Tuesday, October 7, 2008

Determining the 12-month period for FMLA leave

The FMLA allows eligible employees to take 12 weeks of unpaid leave during any 12-month period. Don't assume, however, that the FMLA's 12-month period equates to a calendar year. In fact, the FMLA allows employers to choose from four different methods of calculating the 12-month period:

  1. The calendar year.
  2. Any fixed 12-month "leave year," such as a fiscal year, a year
    required by State law, or a year starting on an employee's
    anniversary date.
  3. The 12-month period measured forward from the date any
    employee's first FMLA leave begins.
  4. A "rolling" 12-month period measured backward from the date an
    employee uses any FMLA leave.

Employers are free to choose any one of these four methods, as long as the choice is applied consistently and uniformly to all employees. Once a company picks one, it cannot change to another without first giving all employees at least 60 days notice, and only if the change does not cause any employees to lose any leave time.

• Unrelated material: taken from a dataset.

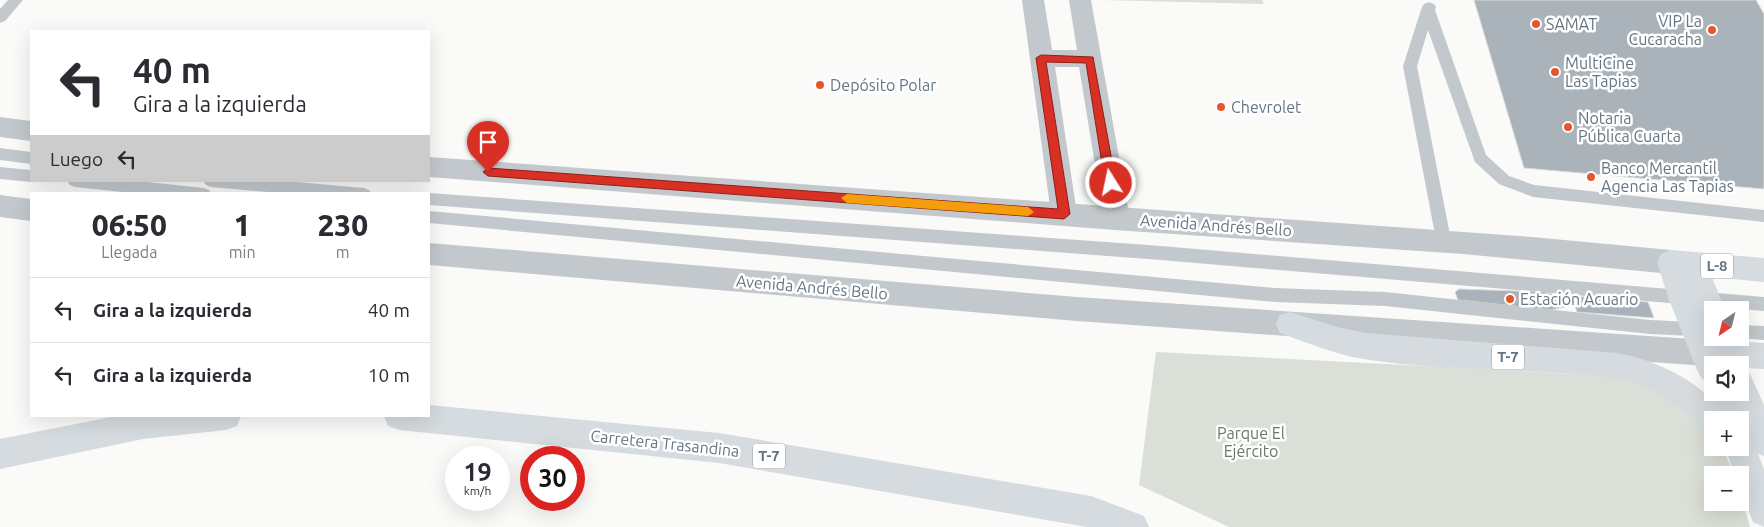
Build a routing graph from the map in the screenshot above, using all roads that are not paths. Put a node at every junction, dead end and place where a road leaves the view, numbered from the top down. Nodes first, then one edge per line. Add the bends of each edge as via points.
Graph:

There are pluses and minuses to each of these options. The first two  544229_calendar_series_1options are definitely the easiest to administer. However, they could allow for employees' double-dipping. An employee with a serious health condition could take 12 weeks of leave at the end of the year and 12 weeks at the beginning of the following year (provided the employee recertifies the need for the leave). The same 24-week problem could impact option three.

Under option four, each time an employee takes FMLA leave the remaining leave entitlement would equal any balance of the 12 weeks that had not been used during the immediately preceding 12 months. For example, if an employee has taken eight weeks of leave during the past 12 months, an additional four weeks of leave could be taken. If an employee used four weeks beginning February 1, four weeks beginning June 1, and four weeks beginning December 1, the employee would not be entitled to any additional leave until February 1 of the next year. However, beginning on the next February 1, the employee would only be entitled to four weeks of leave, with an additional four to accrue on June 1. and then again on December 1. This method offers employers the most flexibility, but is clearly the most difficult to administer and track.

Importantly, you have to designate one of these options. If an employer fails to do so, a court will apply the option that provides the most beneficial outcome for the employee.